Ce qui est vrai, en revanche, c’est qu’on ignore si Yaroslav Hunka a commis des crimes de guerre, enchaîne le professeur. En fait, si on étudie l’historique de la division qui a eu deux générations, il est même « hautement improbable qu’il [M. Hunka] ait été impliqué dans des crimes de guerre », argue-t-il.

L’honneur qu’on lui a réservé au Parlement n’était pas pour autant justifié, considère Dominique Arel. « Le symbole est toxique. Il a servi dans une unité non seulement allemande, mais Waffen-SS, quand il avait 18 ou 19 ans », illustre-t-il.

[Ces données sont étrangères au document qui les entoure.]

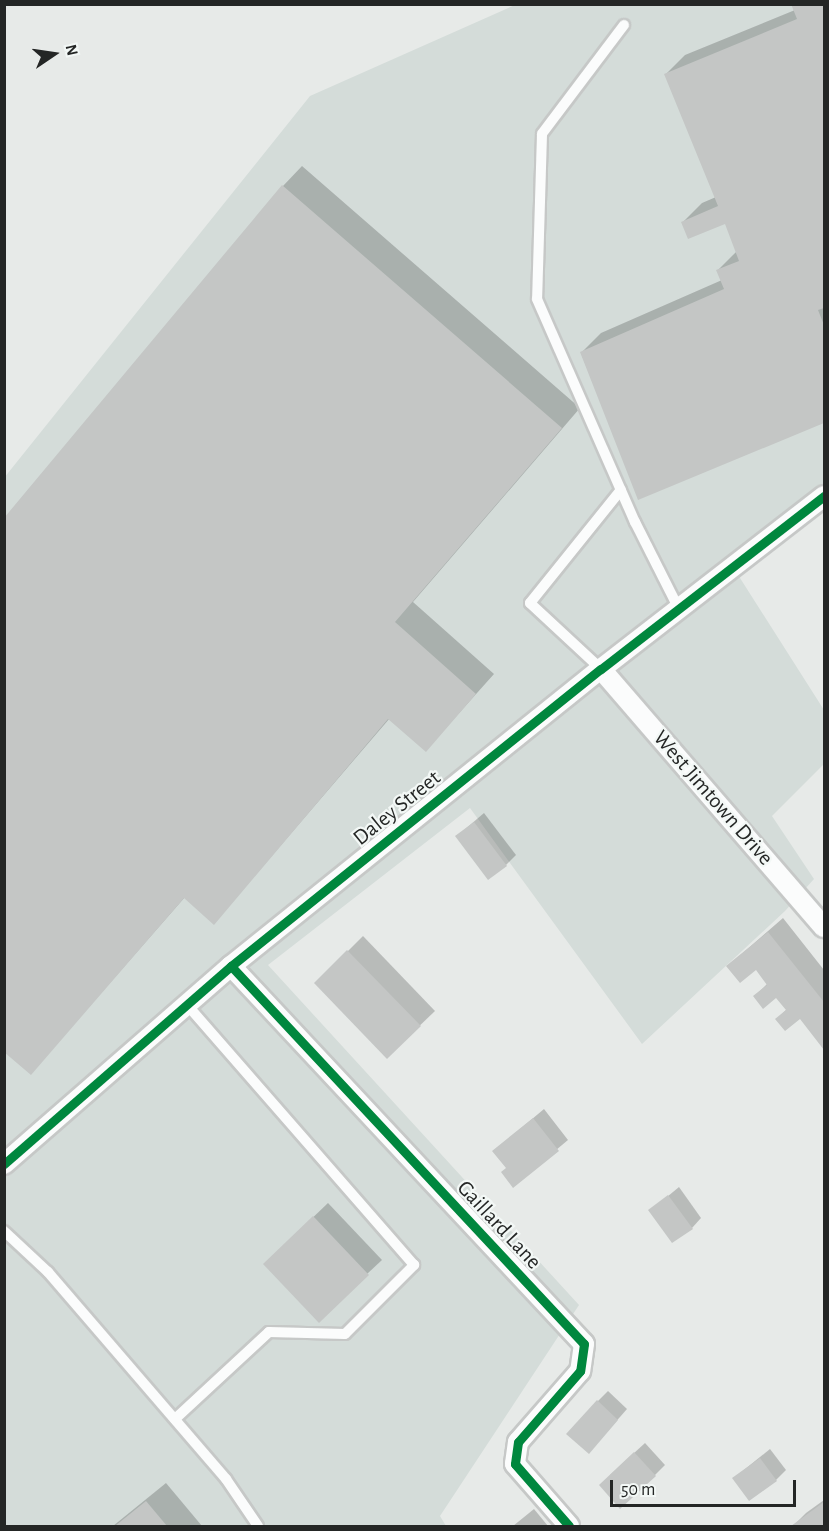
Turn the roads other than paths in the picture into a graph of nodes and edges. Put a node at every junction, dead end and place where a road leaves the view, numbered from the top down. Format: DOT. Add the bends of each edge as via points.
graph roads {
  1 [pos="624,25"];
  2 [pos="621,490"];
  3 [pos="825,496"];
  4 [pos="679,609"];
  5 [pos="601,669"];
  6 [pos="825,927"];
  7 [pos="231,966"];
  8 [pos="187,1005"];
  9 [pos="4,1164"];
  10 [pos="4,1231"];
  11 [pos="174,1419"];
  12 [pos="258,1527"];
  13 [pos="569,1527"];
  1 -- 2 [label="lane" via="542,134 537,299"];
  2 -- 4 [label="lane"];
  2 -- 5 [label="lane" via="530,603"];
  3 -- 4 [label="street, Daley Street"];
  4 -- 5 [label="street, Daley Street"];
  5 -- 6 [label="street, West Jimtown Drive"];
  5 -- 7 [label="street, Daley Street"];
  7 -- 8 [label="street, Daley Street"];
  7 -- 13 [label="street, Gaillard Lane" via="584,1344 580,1371 518,1442 515,1464"];
  8 -- 9 [label="street, Daley Street"];
  8 -- 11 [label="lane" via="414,1264 345,1334 269,1332"];
  10 -- 11 [label="lane" via="48,1272"];
  11 -- 12 [label="lane" via="226,1479"];
}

En ce sens, déclassifier les informations secrètes du rapport Deschênes serait judicieux, croit-il.

Il n’y a aucune raison que toute cette recherche-là ne soit pas transparente 40 ans plus tard, car en pratique, ces gens-là sont à peu près tous décédés.

Dominique Arel, titulaire de la Chaire d’études ukrainiennes de l’Université d’Ottawa

Dans le plus récent développement découlant de l’affaire Hunka, le bureau de la gouverneure générale du Canada a présenté les excuses de Rideau Hall pour avoir admis au sein de l’Ordre du Canada Peter Savaryn, un autre ancien combattant de la division Galicie.

L’ancien chancelier de l’Université de l’Alberta, aujourd’hui décédé, avait reçu cet honneur en 1987.